The great scholar of Greek John Chadwick (1920–98) noted that LSJ and its translations are far from perfect: in his Lexicographica Graeca (1996), he exhorted the reader that it was “time to stop worshipping this ancient monument and to replace it with more modern structures”. In the 21st century, we have digital tools which can fetch every single use of a word in every century, ordered chronologically, in a few seconds; this feat of technological progress makes Liddell and Scott’s efforts seem medieval by comparison. The question is — what to do with these new tools? How can individual philologists and students of ancient Greek deepen and enrich their own understanding of the language in a way that furthers the strides made by Liddell and Scott?

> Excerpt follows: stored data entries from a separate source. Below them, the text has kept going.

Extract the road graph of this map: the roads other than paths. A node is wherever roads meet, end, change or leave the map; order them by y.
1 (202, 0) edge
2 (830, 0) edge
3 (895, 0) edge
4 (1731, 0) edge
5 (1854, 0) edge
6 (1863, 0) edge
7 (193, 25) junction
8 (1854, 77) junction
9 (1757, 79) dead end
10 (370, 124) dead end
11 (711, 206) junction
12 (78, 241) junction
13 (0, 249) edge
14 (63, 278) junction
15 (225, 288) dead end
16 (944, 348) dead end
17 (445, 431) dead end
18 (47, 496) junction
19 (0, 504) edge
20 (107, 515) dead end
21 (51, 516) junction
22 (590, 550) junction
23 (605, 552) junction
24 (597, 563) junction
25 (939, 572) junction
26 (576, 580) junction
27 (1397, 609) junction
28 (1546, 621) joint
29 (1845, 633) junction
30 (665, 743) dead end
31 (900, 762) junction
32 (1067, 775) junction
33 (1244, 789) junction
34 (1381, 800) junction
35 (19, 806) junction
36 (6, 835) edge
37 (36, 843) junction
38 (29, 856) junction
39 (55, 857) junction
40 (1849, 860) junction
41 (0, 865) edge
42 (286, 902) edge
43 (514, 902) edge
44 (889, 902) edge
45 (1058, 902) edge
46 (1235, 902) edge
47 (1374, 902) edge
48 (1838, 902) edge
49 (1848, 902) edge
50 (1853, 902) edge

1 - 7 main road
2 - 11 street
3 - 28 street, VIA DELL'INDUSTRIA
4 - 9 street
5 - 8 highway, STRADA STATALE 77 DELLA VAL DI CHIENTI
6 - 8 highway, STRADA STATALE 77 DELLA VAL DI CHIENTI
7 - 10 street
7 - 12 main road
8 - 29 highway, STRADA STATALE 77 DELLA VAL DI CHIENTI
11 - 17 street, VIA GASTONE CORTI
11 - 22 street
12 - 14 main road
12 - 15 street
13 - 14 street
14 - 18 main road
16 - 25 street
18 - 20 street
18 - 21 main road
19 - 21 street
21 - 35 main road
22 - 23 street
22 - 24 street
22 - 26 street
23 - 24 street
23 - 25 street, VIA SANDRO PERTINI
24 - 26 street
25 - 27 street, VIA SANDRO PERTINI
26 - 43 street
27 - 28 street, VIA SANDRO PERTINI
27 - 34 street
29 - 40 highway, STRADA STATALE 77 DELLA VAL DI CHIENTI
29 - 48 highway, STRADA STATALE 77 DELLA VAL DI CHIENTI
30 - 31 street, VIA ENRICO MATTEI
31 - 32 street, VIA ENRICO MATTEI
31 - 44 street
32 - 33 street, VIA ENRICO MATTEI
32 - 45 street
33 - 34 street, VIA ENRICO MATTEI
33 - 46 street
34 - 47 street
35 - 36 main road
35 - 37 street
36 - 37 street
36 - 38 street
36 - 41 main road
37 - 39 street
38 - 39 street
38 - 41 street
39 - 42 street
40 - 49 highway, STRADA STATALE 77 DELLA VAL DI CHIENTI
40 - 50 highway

John Chadwick in the 1980s.

The Difficulty with Dictionaries

One of the key problems with dictionaries lies in how we tend to think about words, not least words in ancient Greek. We tend to think of them as existing somewhere in the mind with a definable, clear meaning — as if a word like “beauty”, or “mellifluous”, or “carrot” had a home, a clear piece of real estate in the mind, a mental dictionary entry. This limiting idea is far from new. In Plato’s Laches, Socrates asks, ​​πειρῶ εἰπεῖν ὃ λέγω, τί ἐστιν ἀνδρεία (try to articulate what I am saying, what is andreía?) (Laches 180e). What ensues is an attempt to define the word — to say what it properly means. The assumption at the heart of this dialogue, as well as at the heart of LSJ, is that words have true meanings which exist independently of the contexts in which they are found. It’s as if there is some mental catalogue in which we might look up a word and learn all there is to know about its meaning. But, of course, words are never that simple, and to pretend that they are risks missing out on all the polysemy and multivalence inherent in poetic and creative language.

The word andreia, Plato assumes, has a pure, unadulterated meaning outside of context, and it is our job to find it. Similar attempts are made in the Charmides on the word sōphrosunē (σωφροσύνη). Dictionaries seek to capture that idée mère — to describe in sundry words what it means. Following suit, LSJ glosses σωφροσύνη as “soundness of mind” — another attempt to provide a glancing, unified definition which neatly captures all there is to know about the word. Unfortunately, such assumptions tend to deprive us of the chance to appreciate the beauty and poetry of words.

What does a word mean? Socrates’ apology, as depicted by the Belgian artist Louis Joseph Lebrun, 1867 (priv. coll.).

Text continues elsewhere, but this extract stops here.